Note: Unfortunately, a number of WordPress website owners fail to perform these security practices as much as 30,000 websites are hacked by brute-force attacks each day though the number keeps going up each day. The vulnarabilities of WordPress CMS can be avoided or prevented from hampering the functionality of your website through simple hacks and keeping known security measures.
Malicious Redirects
Malicious redirects create backdoors in WordPress installations using FTP, SFTP, wp-admin, and other protocols and inject redirection codes into the website. The redirects are often placed in your .htaccess file and other WordPress core files in encoded forms, directing the web traffic to malicious sites.

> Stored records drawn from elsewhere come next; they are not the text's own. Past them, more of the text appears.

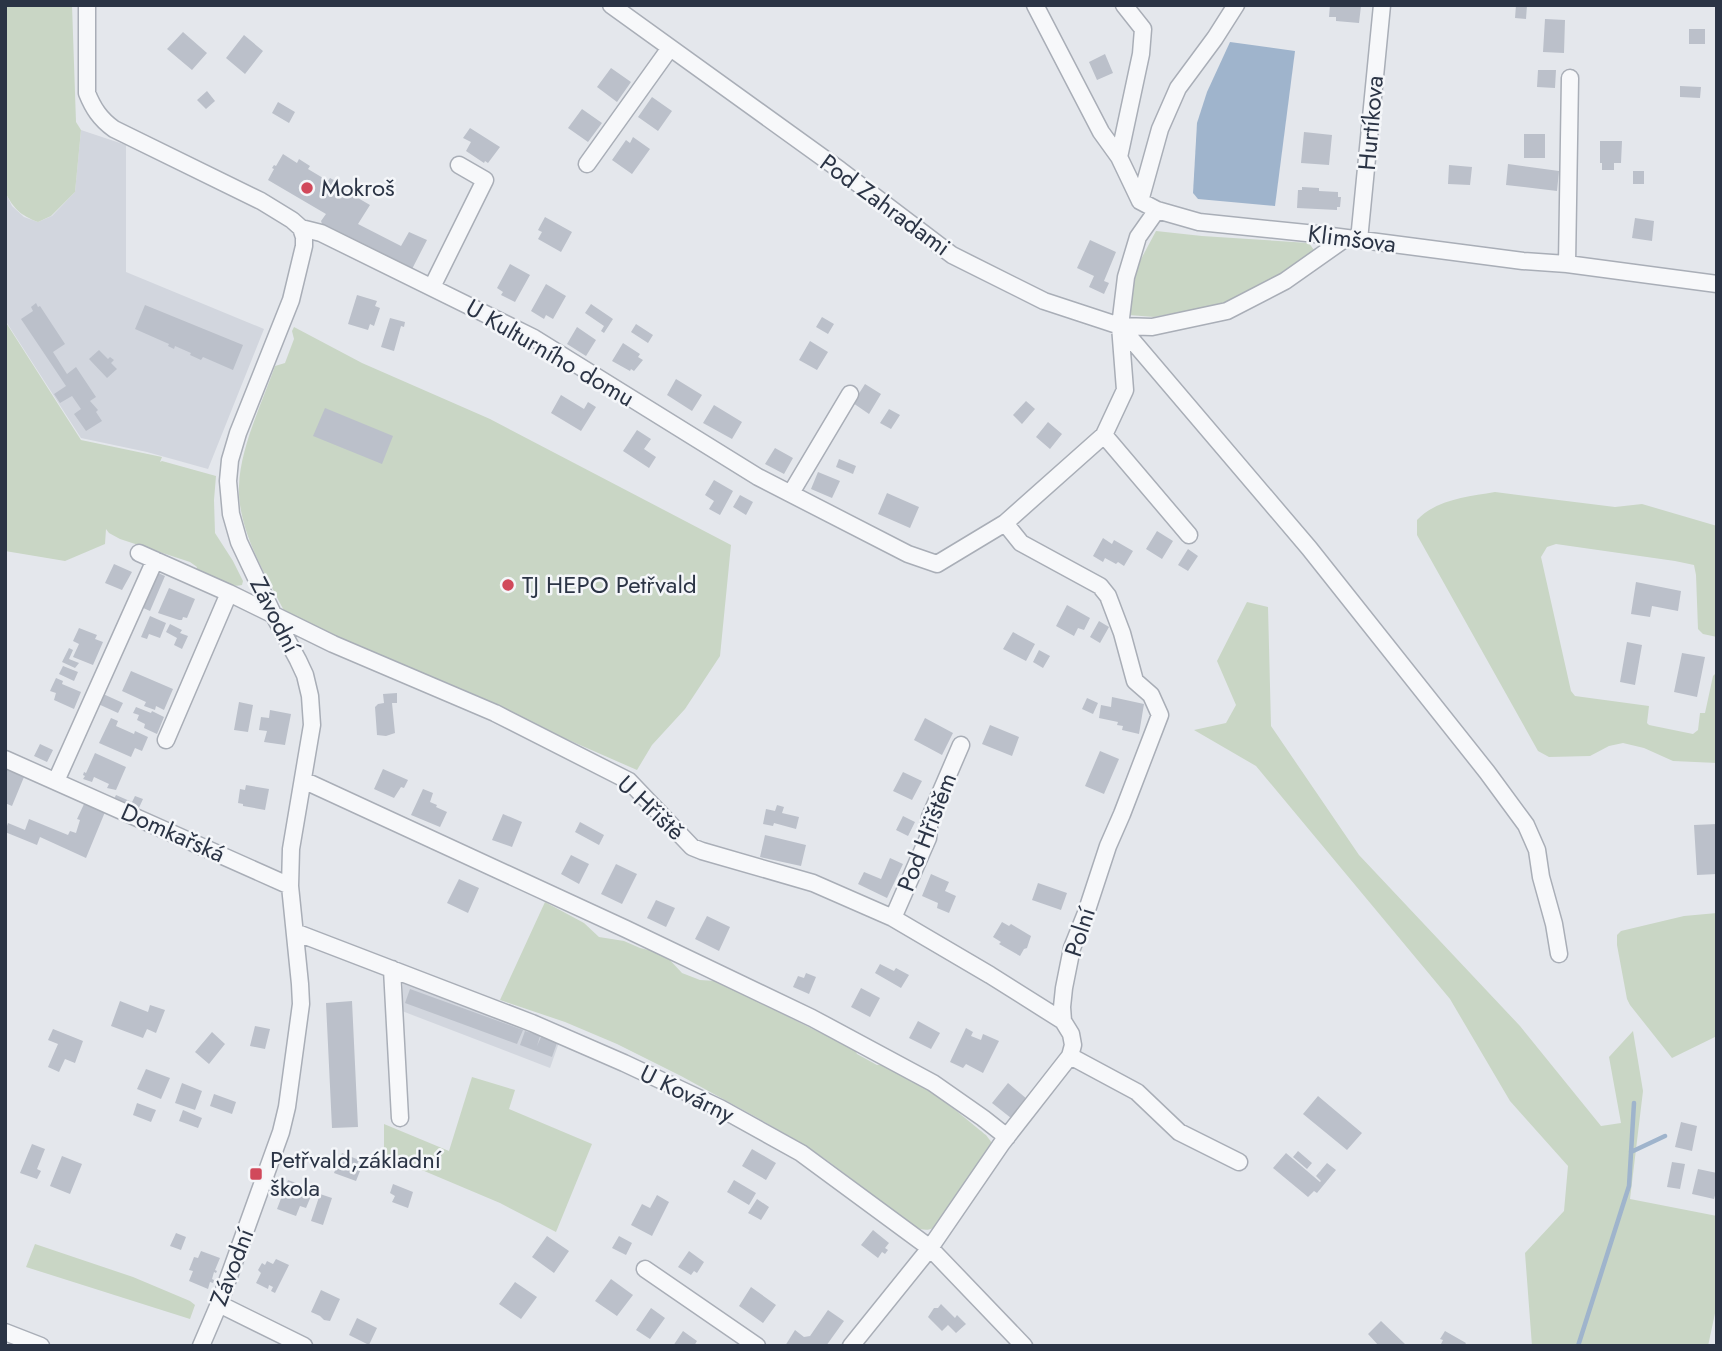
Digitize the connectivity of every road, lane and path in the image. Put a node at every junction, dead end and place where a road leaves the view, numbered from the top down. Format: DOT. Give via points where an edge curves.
graph roads {
  1 [pos="87,5"];
  2 [pos="611,5"];
  3 [pos="1035,5"];
  4 [pos="1124,5"];
  5 [pos="1236,5"];
  6 [pos="1382,5"];
  7 [pos="670,48"];
  8 [pos="1570,78"];
  9 [pos="1119,157"];
  10 [pos="587,164"];
  11 [pos="459,165"];
  12 [pos="1140,201"];
  13 [pos="1157,210"];
  14 [pos="301,228"];
  15 [pos="1353,239"];
  16 [pos="1567,264"];
  17 [pos="1717,284"];
  18 [pos="432,287"];
  19 [pos="1121,326"];
  20 [pos="850,394"];
  21 [pos="1104,435"];
  22 [pos="791,493"];
  23 [pos="1005,523"];
  24 [pos="1189,535"];
  25 [pos="139,553"];
  26 [pos="155,560"];
  27 [pos="229,593"];
  28 [pos="273,614"];
  29 [pos="166,740"];
  30 [pos="961,746"];
  31 [pos="5,759"];
  32 [pos="303,780"];
  33 [pos="56,781"];
  34 [pos="290,886"];
  35 [pos="894,918"];
  36 [pos="295,932"];
  37 [pos="1559,954"];
  38 [pos="392,969"];
  39 [pos="1063,1021"];
  40 [pos="1070,1056"];
  41 [pos="400,1118"];
  42 [pos="1007,1137"];
  43 [pos="1239,1162"];
  44 [pos="930,1248"];
  45 [pos="645,1269"];
  46 [pos="223,1306"];
  47 [pos="5,1332"];
  48 [pos="41,1346"];
  49 [pos="201,1346"];
  50 [pos="304,1346"];
  51 [pos="757,1346"];
  52 [pos="851,1346"];
  53 [pos="1024,1346"];
  1 -- 14 [label="street" via="87,93 106,123 261,201"];
  2 -- 7 [label="street, Pod Zahradami"];
  3 -- 9 [label="street" via="1101,132"];
  4 -- 9 [label="street" via="1143,29"];
  5 -- 12 [label="street" via="1178,88 1160,129"];
  6 -- 15 [label="street, Hurtíkova"];
  7 -- 10 [label="street"];
  7 -- 19 [label="street, Pod Zahradami" via="952,255 1044,300"];
  8 -- 16 [label="street"];
  9 -- 12 [label="street"];
  11 -- 18 [label="street" via="485,180"];
  12 -- 13 [label="street, Klimšova"];
  13 -- 15 [label="street, Klimšova" via="1199,222"];
  13 -- 19 [label="street, U Kulturního domu" via="1138,237 1126,276"];
  14 -- 18 [label="street, U Kulturního domu" via="321,233"];
  14 -- 28 [label="street, Závodní" via="304,246 294,289 237,433 228,481 233,526"];
  15 -- 16 [label="street, Klimšova"];
  15 -- 19 [label="street" via="1227,311 1152,327"];
  16 -- 17 [label="street, Klimšova"];
  18 -- 22 [label="street, U Kulturního domu" via="534,338"];
  19 -- 21 [label="street, U Kulturního domu" via="1125,390"];
  19 -- 37 [label="street" via="1309,548 1526,825 1537,850"];
  20 -- 22 [label="street"];
  21 -- 23 [label="street, U Kulturního domu"];
  21 -- 24 [label="street"];
  22 -- 23 [label="street, U Kulturního domu" via="908,554 937,564"];
  23 -- 39 [label="street, Polní" via="1021,543 1100,586 1122,633 1135,681 1151,695 1160,715 1072,948"];
  25 -- 26 [label="street, U Hřiště"];
  26 -- 27 [label="street, U Hřiště"];
  26 -- 33 [label="street"];
  27 -- 28 [label="street, U Hřiště"];
  27 -- 29 [label="street"];
  28 -- 32 [label="street, Závodní" via="301,667 310,696 312,725"];
  28 -- 35 [label="street, U Hřiště" via="495,713 629,781 692,847 813,883"];
  30 -- 35 [label="street, Pod Hřištěm"];
  31 -- 33 [label="street, Domkařská"];
  32 -- 34 [label="street, Závodní" via="291,849"];
  32 -- 42 [label="street" via="812,1018 933,1083"];
  33 -- 34 [label="street, Domkařská"];
  34 -- 36 [label="street, Závodní"];
  35 -- 39 [label="street, U Hřiště"];
  36 -- 38 [label="street, U Kovárny"];
  36 -- 46 [label="street, Závodní" via="301,1003 287,1107"];
  38 -- 41 [label="street"];
  38 -- 44 [label="street, U Kovárny" via="577,1042 720,1108 801,1153"];
  39 -- 40 [label="street, Polní" via="1073,1045"];
  40 -- 42 [label="street"];
  40 -- 43 [label="street" via="1137,1092 1179,1132"];
  42 -- 44 [label="street"];
  44 -- 52 [label="street"];
  44 -- 53 [label="street, U Kovárny"];
  45 -- 51 [label="street"];
  46 -- 49 [label="street, Závodní"];
  46 -- 50 [label="street"];
  47 -- 48 [label="street"];
}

Cross-site Scripting (XSS)
Cross-Site Scripting (XSS) is when a malicious script is injected into a trusted website or application. The attacker uses this to send malicious code, typically browser-side scripts, to the end user without them knowing it. The purpose is usually to grab cookie or session data or perhaps even rewrite HTML on a page. You can get protection using SiteLock.
Denial of Service
Denial of Service (DoS) vulnerability exploits errors and bugs in the code to overwhelm the memory of website operating systems. Hackers have compromised millions of websites and raked in millions of dollars. They do this by exploiting outdated and buggy versions of WordPress software with DoS attacks.
Note: Even the latest versions of WordPress software cannot comprehensively defend against high-profile DoS attacks. It helps though to have a premium DNS provider to increase your WordPress security.